DIRECTIONS =
Whenever the word "Promenade" appears in a line of the data below, copy that line.

[Collected data entries]

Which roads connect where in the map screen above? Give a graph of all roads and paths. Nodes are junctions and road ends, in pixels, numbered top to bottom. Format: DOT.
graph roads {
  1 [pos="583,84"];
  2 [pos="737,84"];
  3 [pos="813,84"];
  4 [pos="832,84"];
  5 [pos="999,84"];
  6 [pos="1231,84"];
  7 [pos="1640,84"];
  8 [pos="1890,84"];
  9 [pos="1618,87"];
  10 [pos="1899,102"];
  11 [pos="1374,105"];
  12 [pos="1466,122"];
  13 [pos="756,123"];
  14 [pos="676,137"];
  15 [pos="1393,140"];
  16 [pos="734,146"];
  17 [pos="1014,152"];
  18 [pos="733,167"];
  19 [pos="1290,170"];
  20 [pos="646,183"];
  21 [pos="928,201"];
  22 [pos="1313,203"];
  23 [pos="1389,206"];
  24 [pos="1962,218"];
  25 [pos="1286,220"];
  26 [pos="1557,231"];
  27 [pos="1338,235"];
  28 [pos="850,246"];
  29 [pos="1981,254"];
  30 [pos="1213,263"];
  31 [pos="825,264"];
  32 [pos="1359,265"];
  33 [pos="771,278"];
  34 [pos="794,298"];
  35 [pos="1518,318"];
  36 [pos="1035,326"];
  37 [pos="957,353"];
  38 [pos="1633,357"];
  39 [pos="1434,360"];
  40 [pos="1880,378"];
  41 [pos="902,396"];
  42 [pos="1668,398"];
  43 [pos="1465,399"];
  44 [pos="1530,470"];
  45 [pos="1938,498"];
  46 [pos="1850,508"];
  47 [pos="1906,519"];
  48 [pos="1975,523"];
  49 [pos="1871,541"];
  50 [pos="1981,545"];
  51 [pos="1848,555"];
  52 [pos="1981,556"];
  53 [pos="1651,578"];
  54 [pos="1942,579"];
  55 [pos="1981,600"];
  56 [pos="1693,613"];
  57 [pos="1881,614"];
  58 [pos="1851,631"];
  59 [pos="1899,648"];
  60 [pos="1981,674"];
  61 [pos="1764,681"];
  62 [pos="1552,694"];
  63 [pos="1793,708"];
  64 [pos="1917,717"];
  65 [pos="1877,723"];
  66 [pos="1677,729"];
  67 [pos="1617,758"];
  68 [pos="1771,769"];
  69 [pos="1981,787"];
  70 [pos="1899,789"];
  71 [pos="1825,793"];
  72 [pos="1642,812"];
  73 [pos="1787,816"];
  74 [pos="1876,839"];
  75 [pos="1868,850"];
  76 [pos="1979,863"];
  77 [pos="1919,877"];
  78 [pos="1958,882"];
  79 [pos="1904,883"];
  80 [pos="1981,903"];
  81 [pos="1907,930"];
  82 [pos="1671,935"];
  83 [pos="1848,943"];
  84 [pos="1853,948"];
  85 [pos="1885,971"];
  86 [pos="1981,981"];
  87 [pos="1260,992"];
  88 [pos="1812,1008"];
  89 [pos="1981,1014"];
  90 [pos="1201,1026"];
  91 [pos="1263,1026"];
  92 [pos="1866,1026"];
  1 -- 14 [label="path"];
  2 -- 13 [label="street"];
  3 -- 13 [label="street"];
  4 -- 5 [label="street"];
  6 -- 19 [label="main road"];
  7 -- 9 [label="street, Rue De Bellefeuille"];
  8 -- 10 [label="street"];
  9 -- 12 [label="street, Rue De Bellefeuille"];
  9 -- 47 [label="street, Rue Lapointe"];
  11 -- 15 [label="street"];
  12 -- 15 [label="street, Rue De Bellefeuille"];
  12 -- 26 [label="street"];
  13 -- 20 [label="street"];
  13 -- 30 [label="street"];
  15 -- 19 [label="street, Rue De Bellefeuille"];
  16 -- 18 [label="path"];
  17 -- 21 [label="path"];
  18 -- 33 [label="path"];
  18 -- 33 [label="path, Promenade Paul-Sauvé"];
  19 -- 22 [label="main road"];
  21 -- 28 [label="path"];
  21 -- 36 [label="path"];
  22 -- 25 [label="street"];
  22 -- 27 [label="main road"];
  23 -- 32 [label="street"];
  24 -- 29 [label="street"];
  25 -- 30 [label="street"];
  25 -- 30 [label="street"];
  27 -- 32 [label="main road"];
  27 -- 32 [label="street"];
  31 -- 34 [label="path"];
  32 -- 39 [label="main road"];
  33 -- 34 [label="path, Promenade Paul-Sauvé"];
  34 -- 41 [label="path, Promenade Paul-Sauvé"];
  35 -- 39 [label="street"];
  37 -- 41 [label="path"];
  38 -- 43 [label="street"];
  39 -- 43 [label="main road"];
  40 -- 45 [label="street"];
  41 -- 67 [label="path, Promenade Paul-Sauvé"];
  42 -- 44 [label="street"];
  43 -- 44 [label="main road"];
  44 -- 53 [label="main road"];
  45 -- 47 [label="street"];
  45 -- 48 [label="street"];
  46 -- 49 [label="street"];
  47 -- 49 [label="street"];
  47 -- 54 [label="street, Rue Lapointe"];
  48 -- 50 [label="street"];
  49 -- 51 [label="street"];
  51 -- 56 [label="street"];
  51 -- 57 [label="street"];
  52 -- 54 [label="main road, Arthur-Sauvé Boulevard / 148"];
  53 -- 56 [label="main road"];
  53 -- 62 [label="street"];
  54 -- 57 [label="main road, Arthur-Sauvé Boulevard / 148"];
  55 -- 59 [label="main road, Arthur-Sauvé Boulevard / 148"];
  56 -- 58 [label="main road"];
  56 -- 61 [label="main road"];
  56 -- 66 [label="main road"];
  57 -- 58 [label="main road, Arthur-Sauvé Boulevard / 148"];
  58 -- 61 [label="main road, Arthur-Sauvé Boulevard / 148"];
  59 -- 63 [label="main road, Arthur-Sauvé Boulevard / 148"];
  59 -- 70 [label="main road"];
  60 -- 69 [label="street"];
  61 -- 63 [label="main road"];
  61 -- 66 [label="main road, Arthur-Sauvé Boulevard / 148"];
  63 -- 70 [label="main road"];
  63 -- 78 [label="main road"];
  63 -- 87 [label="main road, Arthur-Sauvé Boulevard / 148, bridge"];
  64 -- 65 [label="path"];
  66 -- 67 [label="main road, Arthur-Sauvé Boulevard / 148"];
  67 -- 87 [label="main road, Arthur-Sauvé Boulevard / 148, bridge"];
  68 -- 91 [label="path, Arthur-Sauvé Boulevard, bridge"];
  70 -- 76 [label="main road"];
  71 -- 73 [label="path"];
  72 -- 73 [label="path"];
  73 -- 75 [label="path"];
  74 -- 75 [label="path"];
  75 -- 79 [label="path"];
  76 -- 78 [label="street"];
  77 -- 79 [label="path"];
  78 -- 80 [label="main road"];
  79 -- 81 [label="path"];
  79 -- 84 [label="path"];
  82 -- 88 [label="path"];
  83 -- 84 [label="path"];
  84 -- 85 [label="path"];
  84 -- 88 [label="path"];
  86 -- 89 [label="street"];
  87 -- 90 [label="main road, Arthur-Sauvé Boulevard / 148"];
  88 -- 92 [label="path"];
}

EXERCISE ANSWER =
  18 -- 33 [label="path, Promenade Paul-Sauvé"];
  33 -- 34 [label="path, Promenade Paul-Sauvé"];
  34 -- 41 [label="path, Promenade Paul-Sauvé"];
  41 -- 67 [label="path, Promenade Paul-Sauvé"];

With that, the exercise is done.